After hours of attempts, the construction company informed the fire chief that some of the men — missing sewer workers and firefighters — could have sealed themselves at the far end of the tunnel inside an airtight compartment.

Back on the phone to Kenosha, Corrigan wanted Pirsch to bring a new smoke ejector unit that Pirsch had in his factory. If Pirsch could bring the machine, they could pump out the smoke and fumes and the men below the surface might be saved.

The smoke ejector, basically a huge air blower, was the invention of Minneapolis Fire Chief Charles Ringer. Manufacturing rights, however, were owned by Peter Pirsch & Sons.

At that moment, a smoke ejector was sitting in the Pirsch factory. Pirsch made phone calls and had a dozen of his men meet him at the plant.

The invention prototype was in its second stage: the model had been perfected and dismantled and the second machine was in the process of being connected to the chassis. In a matter of hours the task was completed.

Pirsch, and employees Ed Wade and George Williams left in the wee hours of the morning for Chicago, enlisting the aid of a rookie Kenosha policeman to drive the vehicle.

Years later, Pirsch would swear to the story that they made the 60-mile trip in 88 minutes — with an untested chassis. A pretty quick trip for 1931 era roads and vehicles.

A police car stopped them at the Chicago city limits, but instead of offering to escort them, the officers threatened to throw them in the slammer for speeding! The officers knew nothing of the fire.

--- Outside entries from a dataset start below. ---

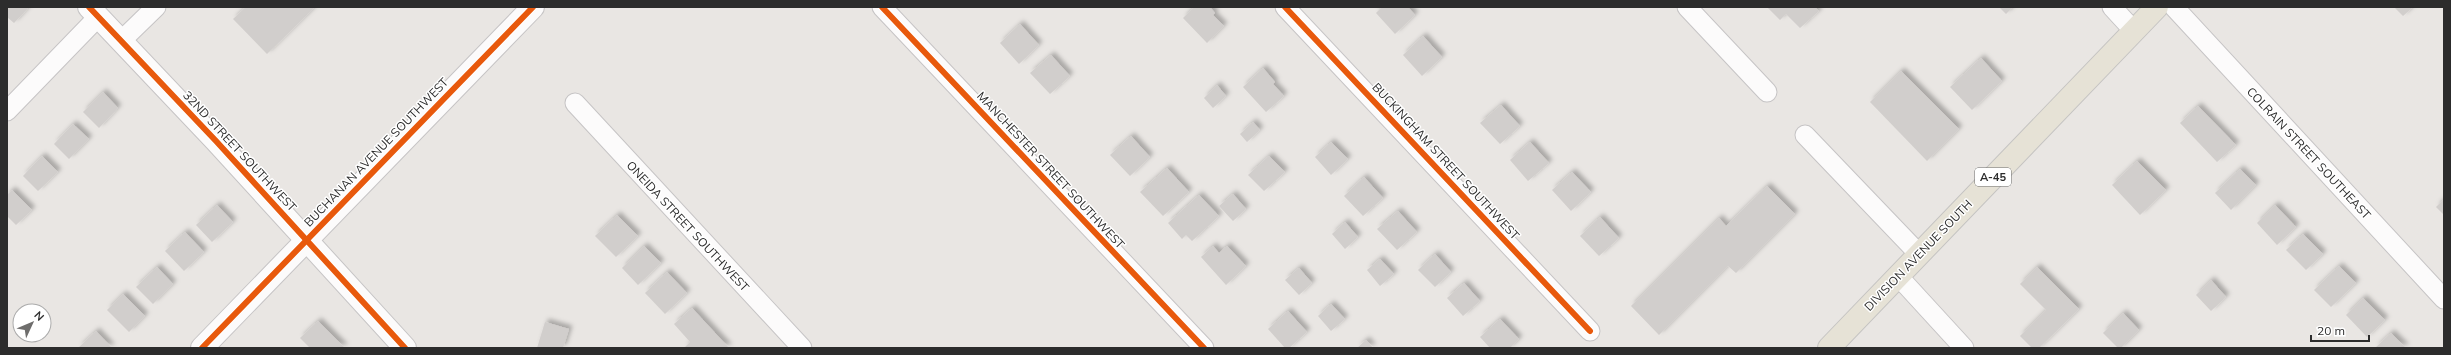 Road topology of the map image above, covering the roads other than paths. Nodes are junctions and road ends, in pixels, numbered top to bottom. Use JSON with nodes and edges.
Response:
{"nodes":[{"id":1,"x":156,"y":7,"type":"edge"},
{"id":2,"x":533,"y":7,"type":"edge"},
{"id":3,"x":882,"y":7,"type":"edge"},
{"id":4,"x":1285,"y":7,"type":"edge"},
{"id":5,"x":1688,"y":7,"type":"edge"},
{"id":6,"x":2112,"y":7,"type":"edge"},
{"id":7,"x":2157,"y":7,"type":"edge"},
{"id":8,"x":2174,"y":7,"type":"edge"},
{"id":9,"x":93,"y":12,"type":"edge"},
{"id":10,"x":2134,"y":31,"type":"junction"},
{"id":11,"x":121,"y":41,"type":"junction"},
{"id":12,"x":1767,"y":92,"type":"dead end"},
{"id":13,"x":575,"y":103,"type":"dead end"},
{"id":14,"x":7,"y":111,"type":"edge"},
{"id":15,"x":1805,"y":135,"type":"dead end"},
{"id":16,"x":307,"y":239,"type":"junction"},
{"id":17,"x":1919,"y":254,"type":"junction"},
{"id":18,"x":1898,"y":276,"type":"junction"},
{"id":19,"x":2444,"y":298,"type":"edge"},
{"id":20,"x":1590,"y":330,"type":"dead end"},
{"id":21,"x":202,"y":348,"type":"edge"},
{"id":22,"x":405,"y":348,"type":"edge"},
{"id":23,"x":802,"y":348,"type":"edge"},
{"id":24,"x":1204,"y":348,"type":"edge"},
{"id":25,"x":1829,"y":348,"type":"edge"},
{"id":26,"x":1964,"y":348,"type":"edge"}],
"edges":[{"from":1,"to":11,"type":"street"},
{"from":2,"to":16,"type":"street","name":"BUCHANAN AVENUE SOUTHWEST"},
{"from":3,"to":24,"type":"street","name":"MANCHESTER STREET SOUTHWEST"},
{"from":4,"to":20,"type":"street","name":"BUCKINGHAM STREET SOUTHWEST"},
{"from":5,"to":12,"type":"street"},
{"from":6,"to":10,"type":"street"},
{"from":7,"to":10,"type":"main road","name":"DIVISION AVENUE SOUTH","number":"A-45"},
{"from":8,"to":19,"type":"street","name":"COLRAIN STREET SOUTHEAST"},
{"from":9,"to":11,"type":"street","name":"32ND STREET SOUTHWEST"},
{"from":9,"to":14,"type":"street"},
{"from":10,"to":17,"type":"main road","name":"DIVISION AVENUE SOUTH","number":"A-45"},
{"from":11,"to":16,"type":"street","name":"32ND STREET SOUTHWEST"},
{"from":13,"to":23,"type":"street","name":"ONEIDA STREET SOUTHWEST"},
{"from":15,"to":17,"type":"street"},
{"from":16,"to":21,"type":"street","name":"BUCHANAN AVENUE SOUTHWEST"},
{"from":16,"to":22,"type":"street","name":"32ND STREET SOUTHWEST"},
{"from":17,"to":18,"type":"main road","name":"DIVISION AVENUE SOUTH","number":"A-45"},
{"from":18,"to":25,"type":"main road","name":"DIVISION AVENUE SOUTH","number":"A-45"},
{"from":18,"to":26,"type":"street"}]}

Pirsch told them to lead his party to Laflin Street and 22nd … if a legion from the Chicago Fire Department wasn’t there, they could throw him in jail.

It was sheer bedlam as the truck approached the scene at daybreak. Seven hundred fireman and thousands of people filled the streets.

More than 50 firefighters who had entered and exited the tunnel were suffering from smoke inhalation. Some bodies had been recovered. By then, the state mine superintendent from Springfield had suggested sealing up the tunnel to extinguish the fire; a move that meant certain doom for the trapped men.

Pirsch, Wade, and Williams donned gas masks to set-up the blower and the truck was backed up to the shaft where two long tubes were lowered deep into the abyss. Then the blower was revved-up and engaged.

The suction drew the smoke and gas fumes out with one tube at a rate of 20,000 cubic feet of smoke per minute, while the other carried fresh air in.

Down in the tunnel, the men in the sealed chamber had been able to get some air from a pipe that extended to the surface, but that supply wasn’t nearly enough to sustain them. One of the 17 had succumbed to the smoke, and the others knew they had to make a break for the shaft very soon or suffer the same fate.

Back on the street, Pirsch checked his watch: 23 minutes had passed. Suddenly, a patrolman let out a whoop! There in the smoke, first one form then another, until 16 men, some on their knees, all coughing and bleary-eyed, emerged from the shaft.

The crowd went wild and the families of the men who had been trapped rushed to help them.

Then it was time to bring out the dead. Seven sewer workers and four firefighters. Injured were 54 firefighters and laborers.

The Illinois Fire Service Institute reported the four men who died in the line of duty were Capt. Timothy O’Neil from Truck 14, one of the first to enter the tunnel; Firefighter Edward Bryon Pratt of Squad 8; and Firefighters William Coyne and William Karstens of Engine 23.

Pirsch and his smoke ejector made the headlines in newspapers around the world as he and his men were given credit for saving the 16 lives.

Peter Pirsch died on July 14, 1954 at the age of 88.